Just Look Up or Die without Trying

Just+Look+Up+or+Die+without+Trying

 

If you haven’t watched the newly released Netflix movie Don’t Look Up, you’re in for a treat. Besides its cast full of very famous actors, including Jennifer Lawrence, Leonardo DiCaprio, Meryl Streep, Timothée Chalamet, Ariana Grande, Chris Evans, Cate Blanchett, and others, it also includes a lot of hilarious and, frankly, conspicuous political satire. 

 

The movie starts out in a place you don’t expect- An astronomy Ph.D. student named Kate Dibiasky, played by Jennifer Lawrence, is observing supernovas with her school’s giant telescope at night when something unexpected appears on the screen.

 

After frantically calling in her teacher and classmates, she announces that she’s discovered a large comet. Excited, her teacher, a shy man named Dr. Randall Mindy, played by Leonardo DiCaprio, begins to teach his students how to calculate the trajectory of the comet. That’s when he realizes something absolutely horrible; this comet is speeding directly towards Earth, and it won’t just cause a little explosion when it hits.

 

The world is going to end in six months and 14 days.

 

Throughout the movie, Dr. Mindy and Kate make their greatest attempts at warning the world about the danger they’re in, but are often stopped in their tracks for some reason or another. Eventually, both of them will have to face increasingly horrible consequences for being the first ones to discover this tragedy.

 

Even though the plot is good on it’s own, the movie is most memorable for its huge dose of satire. It’s everywhere, and not just surrounding the main plot. It should also be made clear, though, that the film focuses almost entirely on issues currently being faced by the United States.

 

Perhaps the most obvious use of satire was the comet, which acted as a metaphor for the climate crisis.

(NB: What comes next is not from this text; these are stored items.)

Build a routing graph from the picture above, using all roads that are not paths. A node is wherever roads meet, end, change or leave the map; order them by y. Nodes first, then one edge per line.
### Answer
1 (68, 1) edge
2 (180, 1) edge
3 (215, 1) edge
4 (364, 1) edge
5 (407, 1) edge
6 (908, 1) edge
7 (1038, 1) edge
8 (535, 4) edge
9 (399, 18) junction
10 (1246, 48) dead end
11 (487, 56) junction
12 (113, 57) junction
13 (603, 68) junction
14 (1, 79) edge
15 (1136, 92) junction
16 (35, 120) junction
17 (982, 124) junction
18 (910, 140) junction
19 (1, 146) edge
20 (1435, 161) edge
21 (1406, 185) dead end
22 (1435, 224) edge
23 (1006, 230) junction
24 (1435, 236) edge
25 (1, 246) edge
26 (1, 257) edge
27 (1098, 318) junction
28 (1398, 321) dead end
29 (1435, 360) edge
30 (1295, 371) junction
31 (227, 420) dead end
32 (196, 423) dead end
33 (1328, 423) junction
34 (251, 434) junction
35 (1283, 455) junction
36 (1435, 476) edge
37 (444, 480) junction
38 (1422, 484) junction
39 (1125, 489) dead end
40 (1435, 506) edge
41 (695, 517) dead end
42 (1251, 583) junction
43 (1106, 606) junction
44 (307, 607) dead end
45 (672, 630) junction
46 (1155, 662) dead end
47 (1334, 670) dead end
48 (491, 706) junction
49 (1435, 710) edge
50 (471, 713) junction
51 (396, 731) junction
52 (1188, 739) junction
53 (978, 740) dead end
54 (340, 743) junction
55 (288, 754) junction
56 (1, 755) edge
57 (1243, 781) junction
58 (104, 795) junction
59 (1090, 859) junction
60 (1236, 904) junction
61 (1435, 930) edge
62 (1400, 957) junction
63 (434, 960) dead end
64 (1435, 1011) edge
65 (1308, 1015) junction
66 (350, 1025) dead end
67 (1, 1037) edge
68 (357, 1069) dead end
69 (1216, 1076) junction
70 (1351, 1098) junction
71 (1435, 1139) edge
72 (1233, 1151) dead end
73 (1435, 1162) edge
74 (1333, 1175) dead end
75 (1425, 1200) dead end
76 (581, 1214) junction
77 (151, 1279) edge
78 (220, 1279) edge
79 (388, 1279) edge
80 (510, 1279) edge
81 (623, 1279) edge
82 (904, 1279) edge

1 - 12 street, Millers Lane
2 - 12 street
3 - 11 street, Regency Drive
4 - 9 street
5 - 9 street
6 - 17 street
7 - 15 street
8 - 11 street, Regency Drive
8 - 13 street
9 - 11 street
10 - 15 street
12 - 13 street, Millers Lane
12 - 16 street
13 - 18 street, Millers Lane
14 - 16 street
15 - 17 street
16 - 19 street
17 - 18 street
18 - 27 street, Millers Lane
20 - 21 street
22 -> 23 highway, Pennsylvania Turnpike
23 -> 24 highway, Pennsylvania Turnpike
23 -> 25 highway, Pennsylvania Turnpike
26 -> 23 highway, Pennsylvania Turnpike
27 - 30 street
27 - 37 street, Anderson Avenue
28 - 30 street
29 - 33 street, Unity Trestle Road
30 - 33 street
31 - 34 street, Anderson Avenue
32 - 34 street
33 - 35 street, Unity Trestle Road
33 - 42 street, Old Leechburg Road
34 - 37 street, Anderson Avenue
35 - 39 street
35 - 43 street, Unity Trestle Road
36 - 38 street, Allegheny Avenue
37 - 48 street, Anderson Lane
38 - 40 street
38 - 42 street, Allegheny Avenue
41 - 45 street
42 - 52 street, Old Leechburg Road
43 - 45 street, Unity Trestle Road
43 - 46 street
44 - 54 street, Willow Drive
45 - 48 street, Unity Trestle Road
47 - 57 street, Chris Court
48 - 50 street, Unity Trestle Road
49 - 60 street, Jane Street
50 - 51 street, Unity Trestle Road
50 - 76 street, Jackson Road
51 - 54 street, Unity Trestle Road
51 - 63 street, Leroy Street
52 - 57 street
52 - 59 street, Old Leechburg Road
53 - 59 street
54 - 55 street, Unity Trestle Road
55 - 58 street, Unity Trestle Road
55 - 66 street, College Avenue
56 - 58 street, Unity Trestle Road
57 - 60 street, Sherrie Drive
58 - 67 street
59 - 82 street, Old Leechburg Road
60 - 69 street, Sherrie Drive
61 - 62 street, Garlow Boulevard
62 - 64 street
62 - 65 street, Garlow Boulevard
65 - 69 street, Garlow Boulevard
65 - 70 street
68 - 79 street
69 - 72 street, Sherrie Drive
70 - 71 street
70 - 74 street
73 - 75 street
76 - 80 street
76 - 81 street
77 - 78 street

It’s well known in our society that there has been very little action against climate change, and that’s exactly what the movie is trying to say. 

 

The people in the film are more focused on celebrity news and social media trends than the fact that they could all die in less than a year. Obviously, the filmmakers are hinting that we need to stand up and take real action against the climate crisis instead of sitting back and waiting for someone else to handle it for us.

 

Some people, however, believe that writer and director Adam McKay’s metaphor for climate change was a bad choice for such representation. Kate Cohen from The Washington Post said, “what the climate crisis lacks, what our response lacks, is a massive sense of urgency. By giving us a plot with a thrilling, terrifying countdown — six months to total planetary annihilation — McKay obscures rather than illuminates the issue that’s holding us back.”

 

A film, with a poorly represented theme or without, would never have made much of an impact on society anyway. It simply won’t reach enough people who care, and it’s not like these messages haven’t been represented in the media before either. However, if the people who took the time to create this masterpiece would have thoroughly analyzed this particular issue, they might have found a more subtle, seemingly non-threatening catastrophe to represent the slow and sneaky process that climate change truly is.

 

The reason so little action has been taken against climate change, with some people even writing it off as a calculated hoax by scientists and influencers (or something like that), is because most of us have trouble seeing the effects it is already having on our planet. This disaster is already upon us even though some of us don’t realise it, or otherwise don’t pay much mind to it. That’s why I believe the comet analogy was actually quite good, as most citizens reacted the same way we are now- not panicking.

 

Just as there was evidence of the asteroid long before it would have hit, we have known about climate change for quite some time now, since the early 19th century to be exact. And, just like the comet in the film, we have opportunities to stop this crisis in its tracks before permanent damage can occur. Even though climate change is a gradual process, our world could still become permanently damaged after a few years of too much waiting, and, to me, that seems sudden enough.

 

Aside from that main metaphor though, I believe that there is much more to this story. One of the characters in the movie prioritizes lust over love, and things begin to go south in his marriage. Another side-plot resembles actions taken by a certain political party from real life, and, well, it’s not too hard to guess what they’re implying with that one. On another side of things, there’s the strange and utterly moronic world of the internet, where horrific truths are dulled down to seem infinitesimal, and things like appearance, popularity, and willingness to conform to societal standards are the only focuses of the public eye.

 

In the end, it’s impossible to list all of the important themes from Don’t Look Up without giving away the entire plot. However, you can probably guess from the details already provided that this movie is very relevant and necessary to the place where our society stands today. Overall, I thoroughly enjoyed watching this film and I highly recommend it to anyone who’s eyes are opened to the faults of our modern society, at least in the US.

 

There is, however, one more lesson I learned from this movie I would like to include- If you don’t want to be eaten by a Bronteroc, maybe consider not abandoning the rest of the population in search of a new planet.